On pourrait penser que la plante est intimement liée à son sol et ce n'est qu'en partie vrai : la plante peut dépasser la fréquence de son sol pour sa survie, ou rester s'élever jusqu'à la fréquence du sol qui lui convient si la fréquence est élevée.

D'autres mesures prises sur d'autres arbres, végétations de différents âges et leurs sols tendraient à crédibiliser l'idée que le sol est porteur de la pousse et porte la plante hors de terre en lui transmettant son énergie, puis la plante prend le relais et partage avec sol son trop plein d'énergie...

Le cep et le sol

Ces interrogations m'ont amenée à chercher la relation entre sol et plant en replongeant sur des mesures prises dans une vigne exploitée en biodynamie en Gironde.

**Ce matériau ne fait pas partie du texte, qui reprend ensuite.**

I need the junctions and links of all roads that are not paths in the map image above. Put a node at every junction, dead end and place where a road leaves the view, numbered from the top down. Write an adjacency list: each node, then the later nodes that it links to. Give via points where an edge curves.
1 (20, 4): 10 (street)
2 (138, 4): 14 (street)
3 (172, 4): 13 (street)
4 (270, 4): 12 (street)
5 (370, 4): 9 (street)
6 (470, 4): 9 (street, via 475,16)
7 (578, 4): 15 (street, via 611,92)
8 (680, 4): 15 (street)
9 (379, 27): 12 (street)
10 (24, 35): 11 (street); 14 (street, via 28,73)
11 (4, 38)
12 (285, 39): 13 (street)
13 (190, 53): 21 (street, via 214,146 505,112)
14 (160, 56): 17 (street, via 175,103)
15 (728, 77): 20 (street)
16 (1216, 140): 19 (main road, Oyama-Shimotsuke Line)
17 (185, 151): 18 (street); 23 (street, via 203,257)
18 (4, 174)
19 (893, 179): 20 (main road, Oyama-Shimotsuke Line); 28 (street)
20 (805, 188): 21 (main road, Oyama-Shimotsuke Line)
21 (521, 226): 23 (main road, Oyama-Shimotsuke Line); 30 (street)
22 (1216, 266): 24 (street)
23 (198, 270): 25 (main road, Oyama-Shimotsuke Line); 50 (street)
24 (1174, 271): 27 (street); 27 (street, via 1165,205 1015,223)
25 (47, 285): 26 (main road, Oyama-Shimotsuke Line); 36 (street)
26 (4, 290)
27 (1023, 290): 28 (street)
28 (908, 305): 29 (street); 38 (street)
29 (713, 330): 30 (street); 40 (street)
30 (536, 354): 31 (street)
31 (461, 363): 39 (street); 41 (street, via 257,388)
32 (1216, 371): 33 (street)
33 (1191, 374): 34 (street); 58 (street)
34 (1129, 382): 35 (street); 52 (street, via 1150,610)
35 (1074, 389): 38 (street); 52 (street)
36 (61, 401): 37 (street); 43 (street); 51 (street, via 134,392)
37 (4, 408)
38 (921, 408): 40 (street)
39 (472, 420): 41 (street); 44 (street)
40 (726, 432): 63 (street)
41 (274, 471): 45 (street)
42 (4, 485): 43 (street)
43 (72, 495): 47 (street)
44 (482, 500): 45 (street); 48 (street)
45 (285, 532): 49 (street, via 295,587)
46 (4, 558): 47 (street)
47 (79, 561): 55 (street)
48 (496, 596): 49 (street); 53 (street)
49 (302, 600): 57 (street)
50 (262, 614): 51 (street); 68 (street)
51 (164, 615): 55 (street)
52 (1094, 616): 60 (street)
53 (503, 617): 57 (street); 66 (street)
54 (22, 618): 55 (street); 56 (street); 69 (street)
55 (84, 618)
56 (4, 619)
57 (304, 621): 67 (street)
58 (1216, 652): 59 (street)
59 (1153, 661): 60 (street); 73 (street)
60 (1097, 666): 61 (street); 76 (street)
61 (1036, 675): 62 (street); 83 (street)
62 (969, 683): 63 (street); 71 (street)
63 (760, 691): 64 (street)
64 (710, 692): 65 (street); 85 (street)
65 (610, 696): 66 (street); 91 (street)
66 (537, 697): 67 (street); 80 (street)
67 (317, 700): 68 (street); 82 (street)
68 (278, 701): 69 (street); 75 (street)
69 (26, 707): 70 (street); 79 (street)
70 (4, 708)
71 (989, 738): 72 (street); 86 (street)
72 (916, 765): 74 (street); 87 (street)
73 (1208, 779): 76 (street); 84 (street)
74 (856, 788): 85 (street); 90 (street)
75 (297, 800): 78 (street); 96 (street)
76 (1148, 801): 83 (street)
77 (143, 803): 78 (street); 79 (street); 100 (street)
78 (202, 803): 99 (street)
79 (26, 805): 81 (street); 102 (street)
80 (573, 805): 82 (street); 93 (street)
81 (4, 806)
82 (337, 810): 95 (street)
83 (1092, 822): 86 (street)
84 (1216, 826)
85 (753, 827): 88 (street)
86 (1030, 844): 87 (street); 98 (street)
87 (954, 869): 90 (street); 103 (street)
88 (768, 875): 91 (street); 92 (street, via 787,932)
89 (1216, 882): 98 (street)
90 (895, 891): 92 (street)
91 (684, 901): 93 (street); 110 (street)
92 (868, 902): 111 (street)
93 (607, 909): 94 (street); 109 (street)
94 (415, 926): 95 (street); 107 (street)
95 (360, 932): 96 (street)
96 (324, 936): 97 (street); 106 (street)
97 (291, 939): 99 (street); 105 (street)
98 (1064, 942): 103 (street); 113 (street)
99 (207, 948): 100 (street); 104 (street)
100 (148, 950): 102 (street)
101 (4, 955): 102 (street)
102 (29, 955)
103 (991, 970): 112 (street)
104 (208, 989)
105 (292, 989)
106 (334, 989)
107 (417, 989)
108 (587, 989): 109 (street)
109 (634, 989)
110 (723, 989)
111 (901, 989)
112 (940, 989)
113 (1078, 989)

Une des interrogations du jour était de comprendre les viroses des vignes :

Dans une même parcelle, nous allons trouver, début juillet :

  • un vieux pied très productif à 4,2 Hz et dont la fréquence du sol est à 2,2 Hz.
  • un pied virosé avec fruits à 1,6 Hz, alors que le sol au pied est à 0,6 Hz (et 20 cm plus loin, à 2 Hz)
  • un pied avec virose peu productif à 0,6 Hz et son sol à 0,2 Hz.

Les pieds sur un sol à basse fréquence produisent tout de même un peu et la plante parvient à se tenir dans des fréquences au-dessus d'un seuil pour sa survie. L'apport vient donc d'ailleurs... En revanche, on observe que plus la fréquence est élevée, moins nous avons de viroses.